The site often revealed personal information about ordinary people such as names, addresses, and phone numbers if found.
 Encyclopedia Dramatica and furry
The site's material on furries was generally about the worst of the fandom, and like most articles on the site, it was intentionally offensive, and many users did display strong anti-furry sentiment. However, not all of its users were anti-furry, and ED claimed it only makes broad generalizations of the furry fandom and portraits all furries as sexual deviants because it is, according to ED, far more humorous and interesting to read about something scandalous and shocking.
Furries were generally not picked out from the crowd when editing as long as they followed the site's policies and refrained from vandalizing. Besides criticizing the fandom in general, some furries used it to criticize specific individuals or groups, particularly ones whom they feel make furries look bad, or to make private drama very public and persistent.
Still other furries wished to put a redeemingly "fun spin" on an aspect of the fandom which could easily fall into disrepute or gain copious amounts of negative coverage. For instance, the furry author Royal-Sovereign wrote an extensive article on the Transformation fetish, which he has admitted to be one of his favourite sexual diversions.
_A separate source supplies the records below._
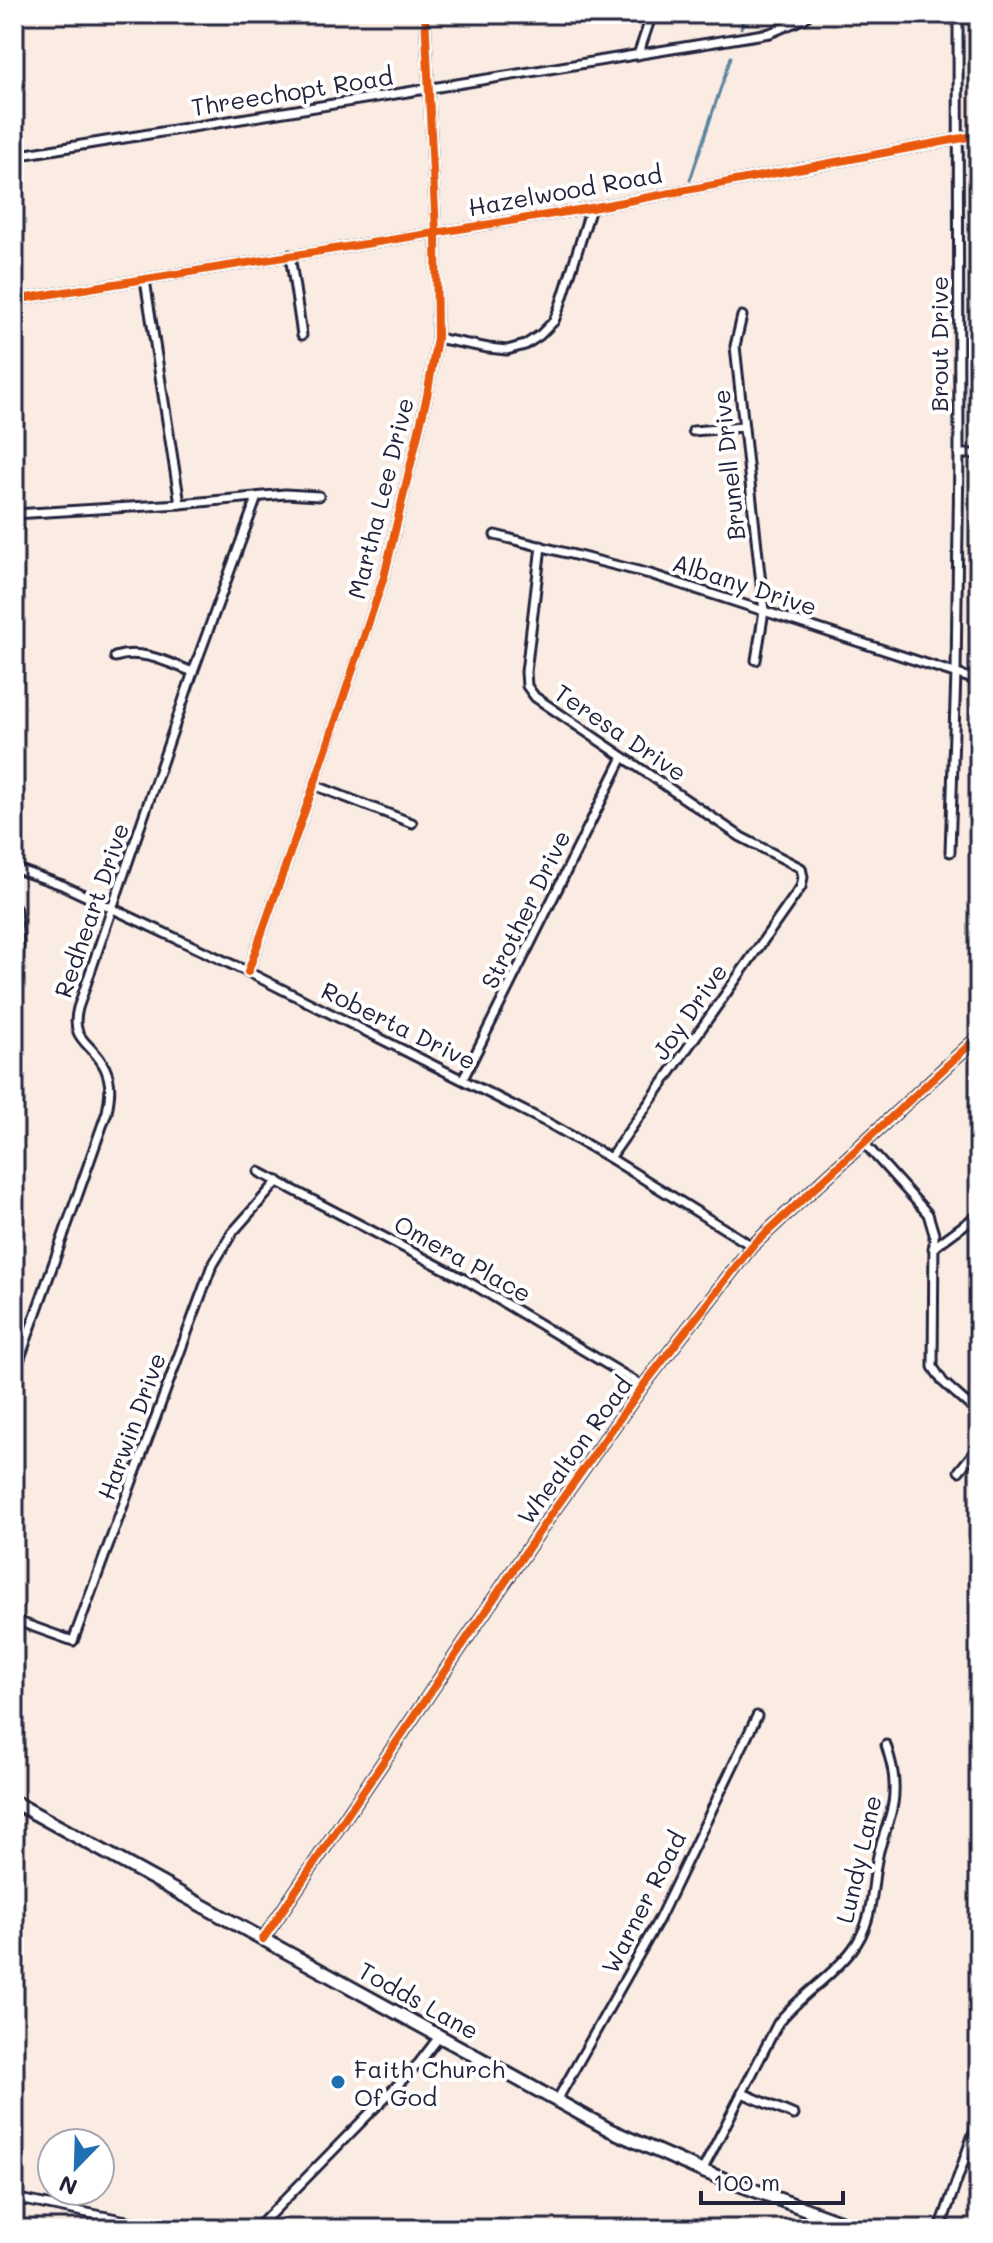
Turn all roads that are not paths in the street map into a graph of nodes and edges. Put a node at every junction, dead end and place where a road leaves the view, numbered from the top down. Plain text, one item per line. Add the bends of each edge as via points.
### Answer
1 (425, 14) edge
2 (652, 14) edge
3 (808, 14) edge
4 (958, 14) edge
5 (638, 55) junction
6 (428, 90) junction
7 (979, 135) edge
8 (957, 138) junction
9 (14, 156) edge
10 (591, 208) junction
11 (436, 232) junction
12 (290, 255) junction
13 (145, 280) junction
14 (14, 300) edge
15 (742, 316) dead end
16 (302, 335) dead end
17 (437, 338) junction
18 (743, 427) junction
19 (693, 431) dead end
20 (959, 454) junction
21 (979, 454) edge
22 (319, 496) dead end
23 (257, 497) junction
24 (180, 504) junction
25 (14, 514) edge
26 (495, 535) dead end
27 (541, 546) junction
28 (764, 611) junction
29 (115, 657) dead end
30 (756, 660) dead end
31 (193, 672) junction
32 (956, 673) junction
33 (979, 681) edge
34 (623, 757) junction
35 (314, 785) junction
36 (412, 823) dead end
37 (950, 852) dead end
38 (14, 868) edge
39 (801, 887) joint
40 (112, 909) junction
41 (14, 910) edge
42 (14, 971) edge
43 (248, 972) junction
44 (979, 1036) edge
45 (463, 1079) junction
46 (864, 1143) junction
47 (610, 1158) junction
48 (259, 1172) dead end
49 (278, 1181) junction
50 (979, 1214) edge
51 (752, 1246) junction
52 (933, 1248) junction
53 (14, 1375) edge
54 (643, 1386) junction
55 (979, 1414) edge
56 (979, 1446) edge
57 (959, 1471) dead end
58 (14, 1620) edge
59 (757, 1716) dead end
60 (886, 1745) dead end
61 (14, 1802) edge
62 (263, 1939) junction
63 (439, 2037) junction
64 (979, 2084) edge
65 (742, 2093) junction
66 (556, 2102) junction
67 (794, 2115) dead end
68 (979, 2120) edge
69 (702, 2171) junction
70 (14, 2198) edge
71 (149, 2227) edge
72 (166, 2229) edge
73 (256, 2229) edge
74 (860, 2229) edge
75 (940, 2229) edge

1 - 6 street, Martha Lee Drive
2 - 5 street
3 - 5 street, Threechopt Road via 770,33
4 - 8 street, Brout Drive
5 - 6 street, Threechopt Road
6 - 9 street, Threechopt Road
6 - 11 street, Martha Lee Drive
7 - 8 street, Hazelwood Road
8 - 10 street, Hazelwood Road
8 - 20 street, Brout Drive
10 - 11 street, Hazelwood Road
10 - 17 street via 554,321 540,335 507,350
11 - 12 street, Hazelwood Road
11 - 17 street, Martha Lee Drive
12 - 13 street, Hazelwood Road
12 - 16 street
13 - 14 street, Hazelwood Road
13 - 24 street
15 - 18 street, Brunell Drive via 735,346
17 - 35 street, Martha Lee Drive via 384,577
18 - 19 street
18 - 28 street, Brunell Drive
20 - 21 street
20 - 32 street, Brout Drive
22 - 23 street
23 - 24 street
23 - 31 street, Redheart Drive
24 - 25 street
26 - 27 street, Albany Drive
27 - 28 street, Albany Drive
27 - 34 street, Teresa Drive via 527,686 535,697
28 - 30 street, Brunell Drive
28 - 32 street, Albany Drive
29 - 31 street via 139,655
31 - 40 street, Redheart Drive
32 - 33 street, Albany Drive
32 - 37 street, Brout Drive
34 - 39 street, Teresa Drive via 741,837 801,868
34 - 45 street, Strother Drive
35 - 36 street
35 - 43 street, Martha Lee Drive
38 - 40 street, Roberta Drive
39 - 47 street, Joy Drive
40 - 43 street, Roberta Drive
40 - 53 street, Redheart Drive via 75,1020 82,1042 105,1067 111,1090 107,1112
41 - 42 main road
43 - 45 street, Roberta Drive
44 - 46 street, Whealton Road
45 - 47 street, Roberta Drive
46 - 51 street, Whealton Road
46 - 52 street via 928,1214
47 - 51 street, Roberta Drive
48 - 49 street, Omera Place
49 - 54 street, Omera Place via 464,1279
49 - 58 street, Harwin Drive via 232,1233 211,1268 73,1641
50 - 52 street
51 - 54 street, Whealton Road
52 - 55 street via 933,1367
54 - 62 street, Whealton Road
56 - 57 street
59 - 66 street, Warner Road via 659,1919
60 - 65 street, Lundy Lane via 895,1771 894,1797 863,1932 852,1950 784,2015
61 - 62 main road, Todds Lane
62 - 63 main road, Todds Lane
63 - 66 main road, Todds Lane
63 - 73 street
64 - 68 street
65 - 67 street
65 - 69 street, Lundy Lane
66 - 69 main road, Todds Lane
68 - 75 street
69 - 74 main road, Todds Lane
70 - 71 street
71 - 72 street

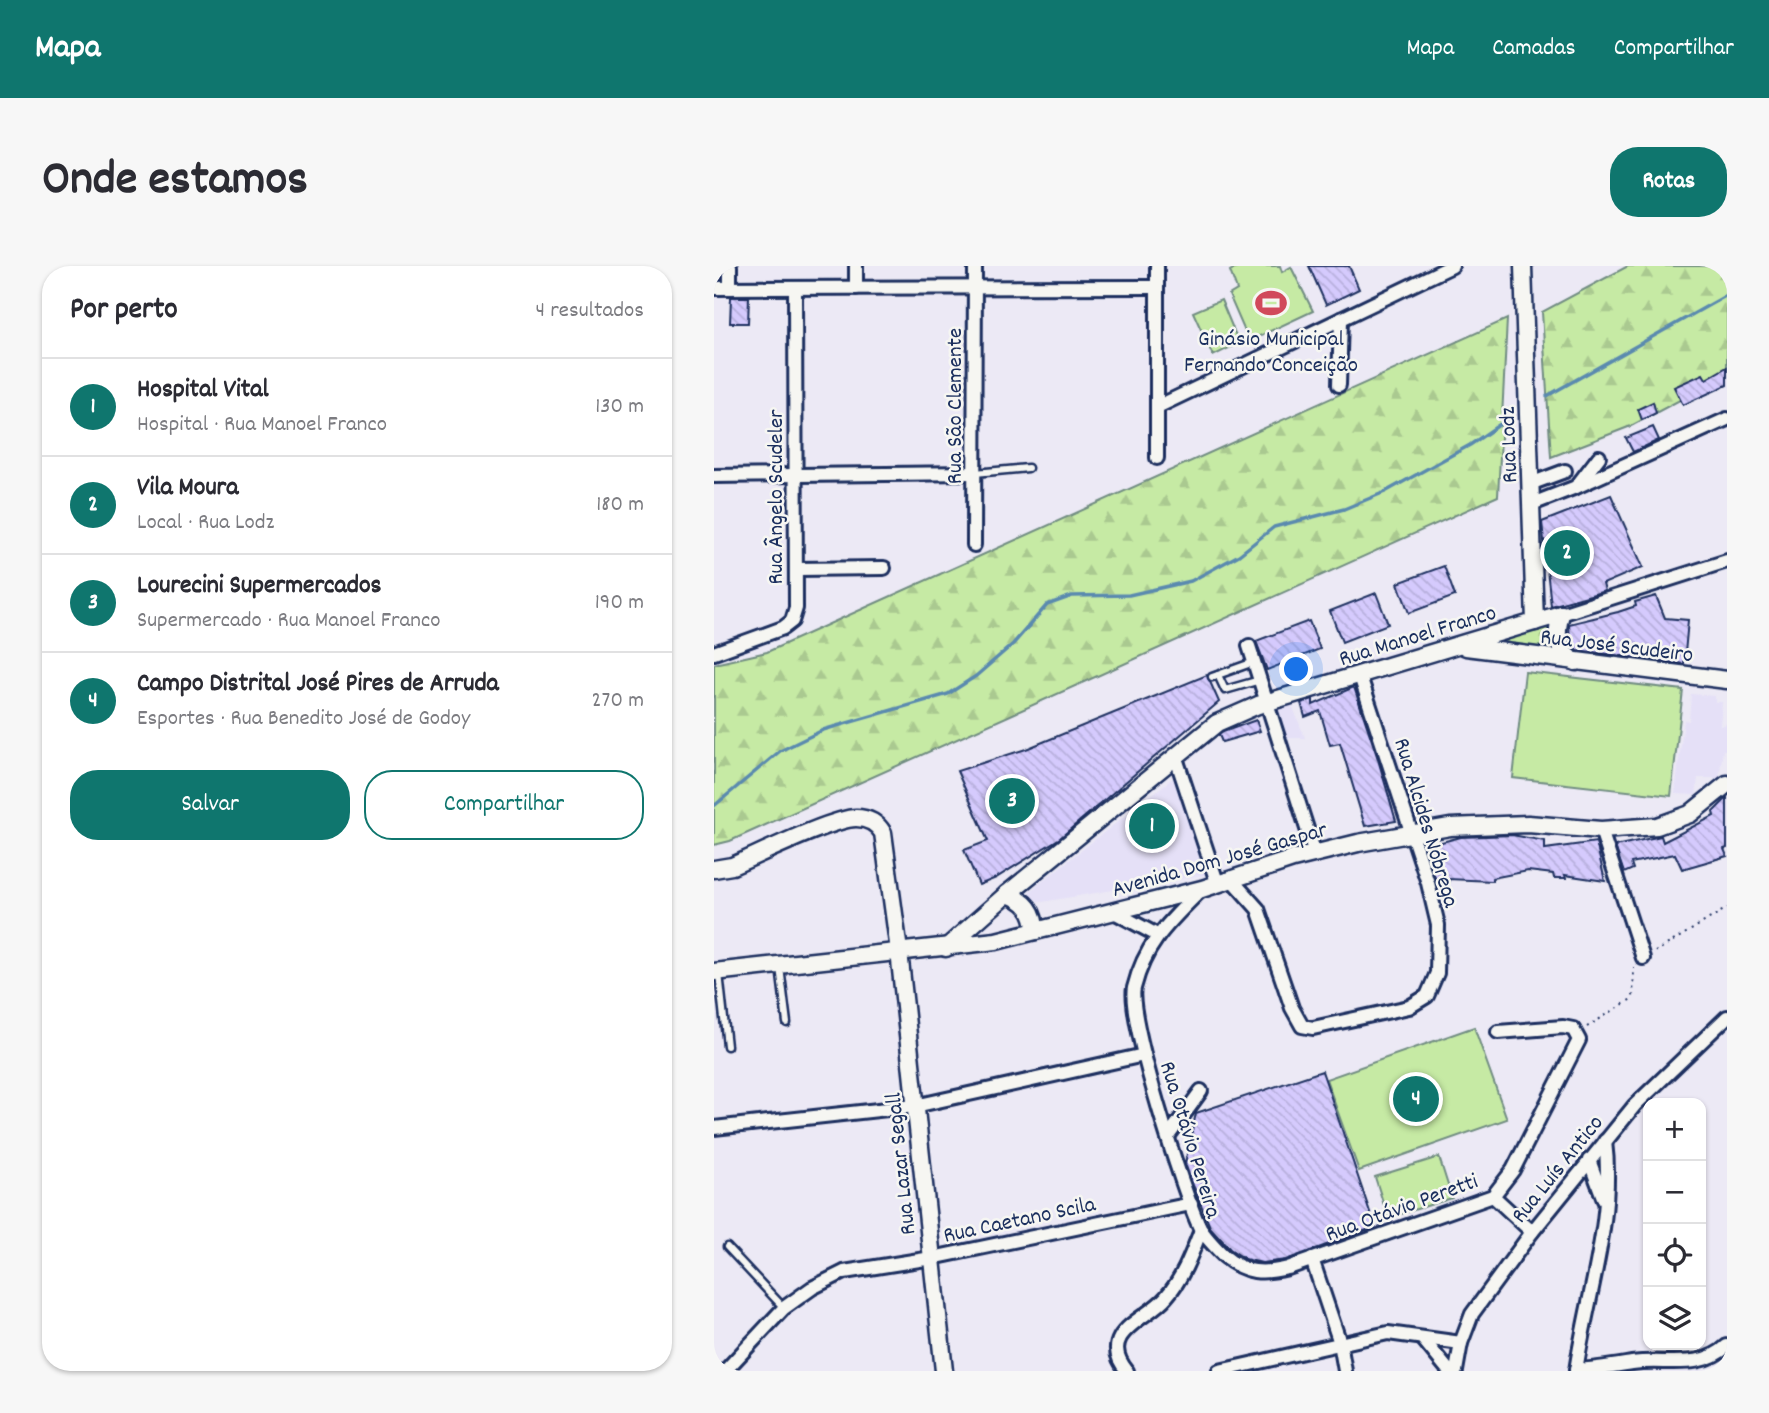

Rather than conform to the acerbic vitriol generally seen on the site, Royal-Sovereign utilised a distinctly tongue-in-cheek tone, satirising both the fetish and, therefore, himself:
|Like alcohol, transformation is a "gateway" drug (er, fetish) for people on the Internet, making normal people into zoophiles or worse, like finding newfound pleasure in bukkake or anal rape - all of which can be found in copious amounts throughout Transformation stories and art. Fapping too much to Transformation stuff can lead to horrifying self-discoveries about what turns you on sexually.|
—Royal-Sovereign a.k.a. RoyalShitbrick, "Transformation"
The wiki was often used as staging ground for massive trolling or spamming crusades against a certain furry deemed particularly perverted or offensive, and ED 'raids' had forced several furries to abandon accounts on Youtube and DeviantArt due to repeated spam barrages. Notable victims of this practice are InSaNe-REYNARD and Snapesnogger, both artists who were driven off DeviantArt (and onto alternate accounts) after relentless troll and flame attacks.